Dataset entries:
▶

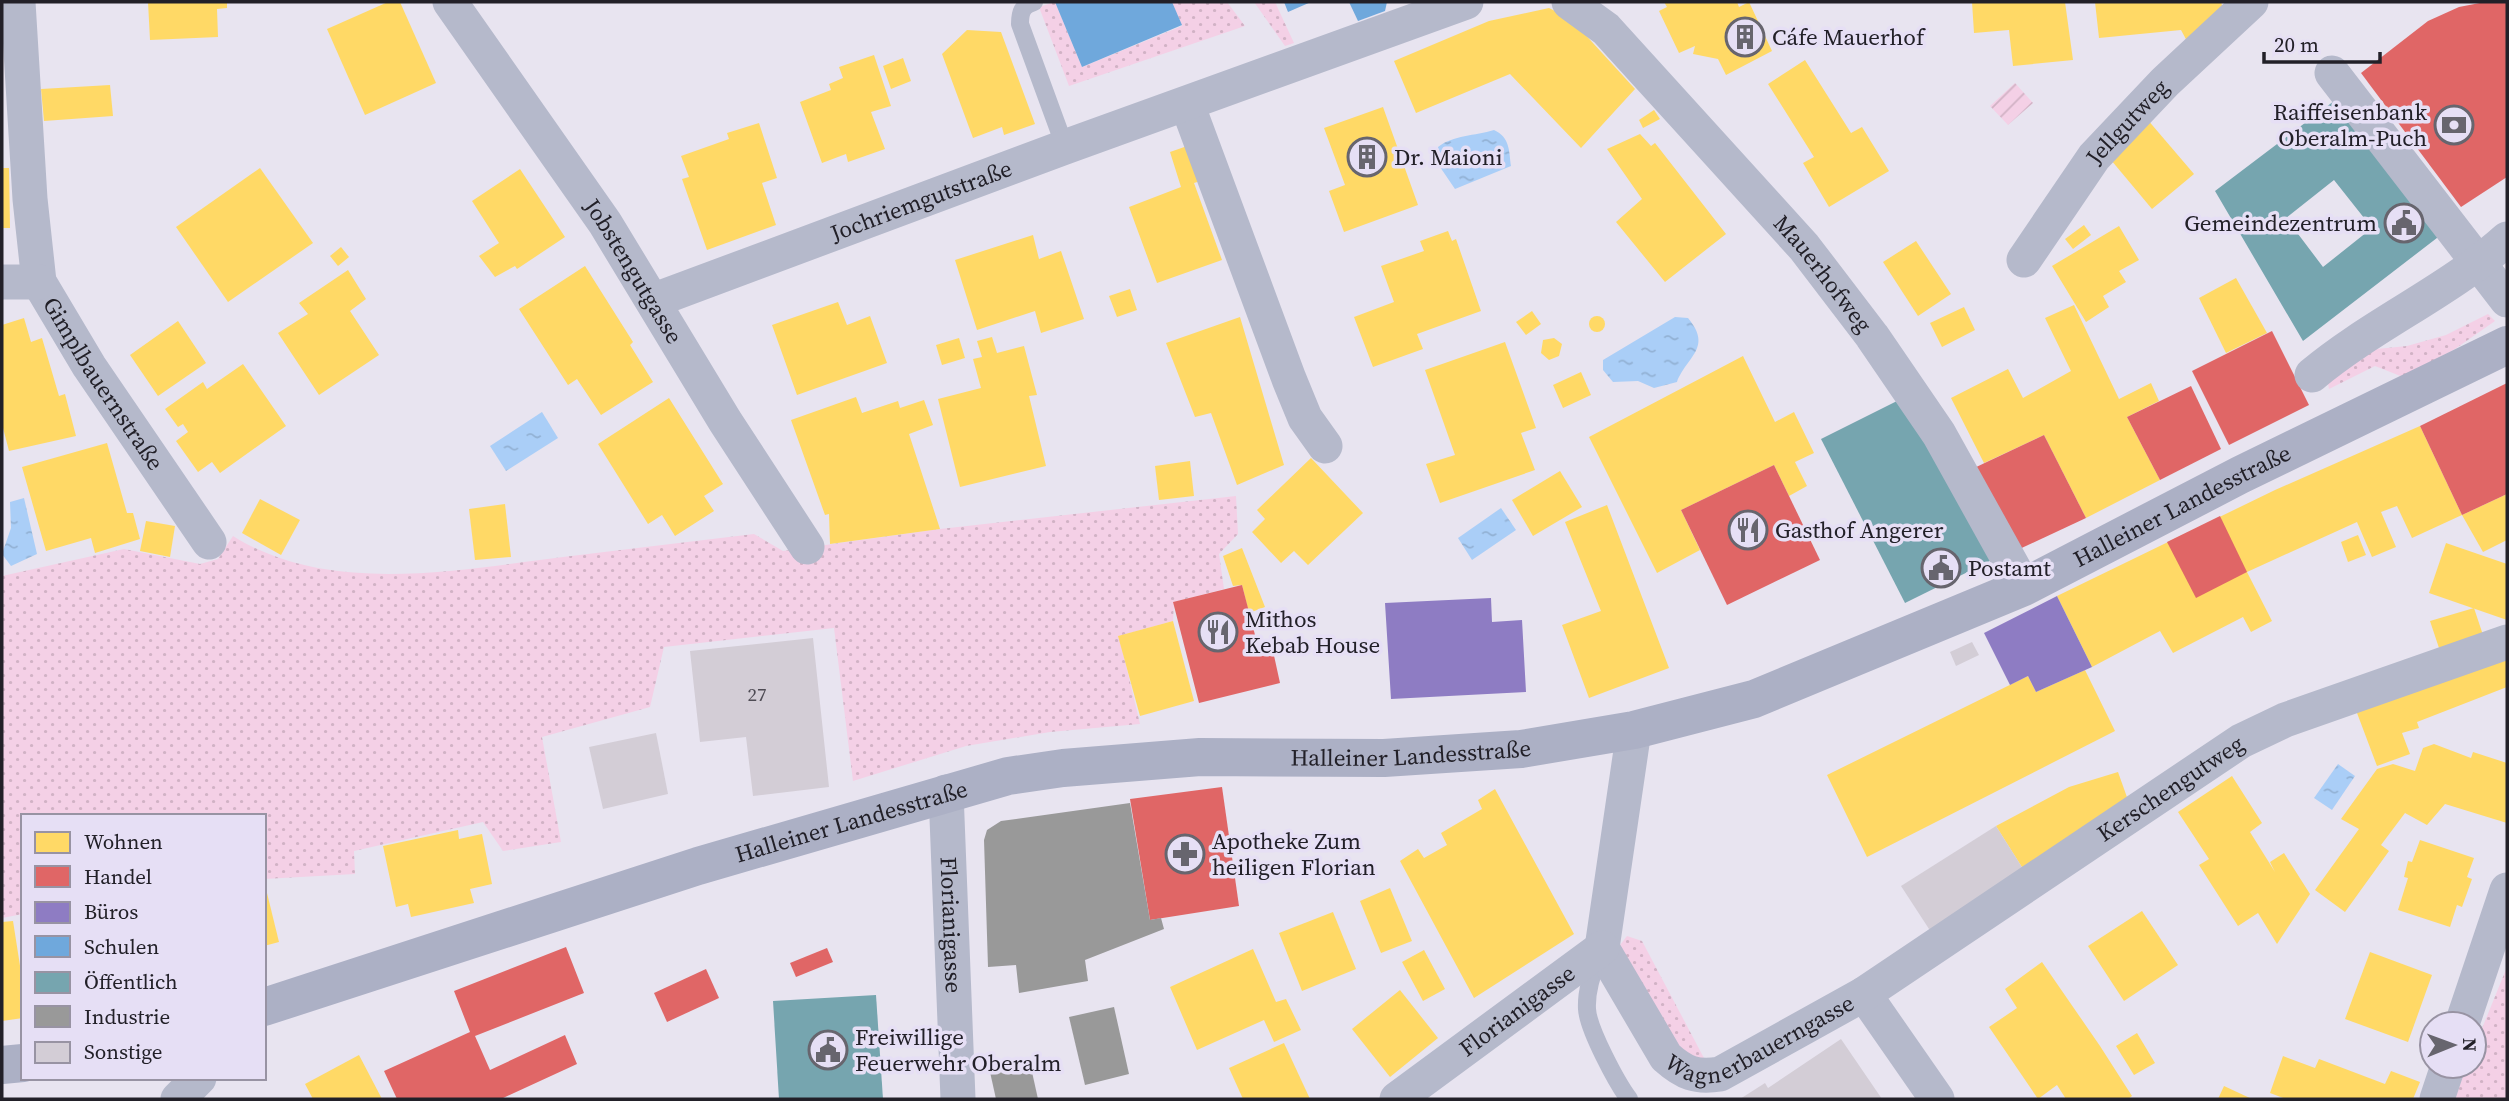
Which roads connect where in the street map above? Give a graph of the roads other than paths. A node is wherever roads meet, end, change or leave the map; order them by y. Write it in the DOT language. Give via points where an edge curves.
graph roads {
  1 [pos="18,2"];
  2 [pos="450,2"];
  3 [pos="1034,2"];
  4 [pos="1466,2"];
  5 [pos="1569,2"];
  6 [pos="2251,2"];
  7 [pos="2332,74"];
  8 [pos="1187,104"];
  9 [pos="1065,147"];
  10 [pos="2507,239"];
  11 [pos="2024,260"];
  12 [pos="2481,262"];
  13 [pos="2,282"];
  14 [pos="39,282"];
  15 [pos="655,300"];
  16 [pos="2507,300"];
  17 [pos="2507,345"];
  18 [pos="2312,375"];
  19 [pos="1325,446"];
  20 [pos="209,542"];
  21 [pos="807,547"];
  22 [pos="2024,587"];
  23 [pos="2507,642"];
  24 [pos="1634,730"];
  25 [pos="946,792"];
  26 [pos="2507,890"];
  27 [pos="1602,948"];
  28 [pos="1864,994"];
  29 [pos="266,1006"];
  30 [pos="2467,1010"];
  31 [pos="21,1063"];
  32 [pos="2,1065"];
  33 [pos="197,1080"];
  34 [pos="2443,1080"];
  35 [pos="178,1099"];
  36 [pos="958,1099"];
  37 [pos="1398,1099"];
  38 [pos="1629,1099"];
  39 [pos="1937,1099"];
  40 [pos="2437,1099"];
  1 -- 14 [label="street, Gimplbauernstraße"];
  2 -- 15 [label="street, Jobstengutgasse"];
  3 -- 9 [label="lane" via="1020,13 1020,24"];
  4 -- 8 [label="street, Jochriemgutstraße"];
  5 -- 22 [label="street, Mauerhofweg" via="1606,29 1804,247 1940,434"];
  6 -- 11 [label="street, Jellgutweg" via="2165,82 2094,158"];
  7 -- 12 [label="street"];
  8 -- 9 [label="street, Jochriemgutstraße"];
  8 -- 19 [label="street" via="1289,379 1305,418"];
  9 -- 15 [label="street, Jochriemgutstraße"];
  10 -- 12 [label="street"];
  12 -- 16 [label="street"];
  12 -- 18 [label="street" via="2343,349"];
  13 -- 14 [label="street"];
  14 -- 20 [label="street, Gimplbauernstraße" via="89,366"];
  15 -- 21 [label="street, Jobstengutgasse" via="725,421"];
  17 -- 22 [label="main road, Halleiner Landesstraße"];
  22 -- 24 [label="main road, Halleiner Landesstraße" via="1782,690"];
  23 -- 28 [label="street, Kerschengutweg" via="2285,720 2241,741"];
  24 -- 25 [label="main road, Halleiner Landesstraße" via="1521,750 1384,758 1200,757 1063,768"];
  24 -- 27 [label="street"];
  25 -- 29 [label="main road, Halleiner Landesstraße" via="698,866"];
  25 -- 36 [label="street, Florianigasse"];
  26 -- 30 [label="street"];
  27 -- 28 [label="street, Wagnerbauerngasse" via="1666,1057 1699,1078 1720,1074"];
  27 -- 37 [label="street, Florianigasse"];
  27 -- 38 [label="lane" via="1590,982 1587,1011 1616,1080"];
  28 -- 39 [label="street, Wagnerbauerngasse"];
  31 -- 32 [label="main road"];
  33 -- 35 [label="street"];
  34 -- 40 [label="street"];
}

◀

**Task details**
Retype the data shown above exactly, excluding any picture it contains.

**Task output**
Which roads connect where in the street map above? Give a graph of the roads other than paths. A node is wherever roads meet, end, change or leave the map; order them by y. Write it in the DOT language. Give via points where an edge curves.
graph roads {
  1 [pos="18,2"];
  2 [pos="450,2"];
  3 [pos="1034,2"];
  4 [pos="1466,2"];
  5 [pos="1569,2"];
  6 [pos="2251,2"];
  7 [pos="2332,74"];
  8 [pos="1187,104"];
  9 [pos="1065,147"];
  10 [pos="2507,239"];
  11 [pos="2024,260"];
  12 [pos="2481,262"];
  13 [pos="2,282"];
  14 [pos="39,282"];
  15 [pos="655,300"];
  16 [pos="2507,300"];
  17 [pos="2507,345"];
  18 [pos="2312,375"];
  19 [pos="1325,446"];
  20 [pos="209,542"];
  21 [pos="807,547"];
  22 [pos="2024,587"];
  23 [pos="2507,642"];
  24 [pos="1634,730"];
  25 [pos="946,792"];
  26 [pos="2507,890"];
  27 [pos="1602,948"];
  28 [pos="1864,994"];
  29 [pos="266,1006"];
  30 [pos="2467,1010"];
  31 [pos="21,1063"];
  32 [pos="2,1065"];
  33 [pos="197,1080"];
  34 [pos="2443,1080"];
  35 [pos="178,1099"];
  36 [pos="958,1099"];
  37 [pos="1398,1099"];
  38 [pos="1629,1099"];
  39 [pos="1937,1099"];
  40 [pos="2437,1099"];
  1 -- 14 [label="street, Gimplbauernstraße"];
  2 -- 15 [label="street, Jobstengutgasse"];
  3 -- 9 [label="lane" via="1020,13 1020,24"];
  4 -- 8 [label="street, Jochriemgutstraße"];
  5 -- 22 [label="street, Mauerhofweg" via="1606,29 1804,247 1940,434"];
  6 -- 11 [label="street, Jellgutweg" via="2165,82 2094,158"];
  7 -- 12 [label="street"];
  8 -- 9 [label="street, Jochriemgutstraße"];
  8 -- 19 [label="street" via="1289,379 1305,418"];
  9 -- 15 [label="street, Jochriemgutstraße"];
  10 -- 12 [label="street"];
  12 -- 16 [label="street"];
  12 -- 18 [label="street" via="2343,349"];
  13 -- 14 [label="street"];
  14 -- 20 [label="street, Gimplbauernstraße" via="89,366"];
  15 -- 21 [label="street, Jobstengutgasse" via="725,421"];
  17 -- 22 [label="main road, Halleiner Landesstraße"];
  22 -- 24 [label="main road, Halleiner Landesstraße" via="1782,690"];
  23 -- 28 [label="street, Kerschengutweg" via="2285,720 2241,741"];
  24 -- 25 [label="main road, Halleiner Landesstraße" via="1521,750 1384,758 1200,757 1063,768"];
  24 -- 27 [label="street"];
  25 -- 29 [label="main road, Halleiner Landesstraße" via="698,866"];
  25 -- 36 [label="street, Florianigasse"];
  26 -- 30 [label="street"];
  27 -- 28 [label="street, Wagnerbauerngasse" via="1666,1057 1699,1078 1720,1074"];
  27 -- 37 [label="street, Florianigasse"];
  27 -- 38 [label="lane" via="1590,982 1587,1011 1616,1080"];
  28 -- 39 [label="street, Wagnerbauerngasse"];
  31 -- 32 [label="main road"];
  33 -- 35 [label="street"];
  34 -- 40 [label="street"];
}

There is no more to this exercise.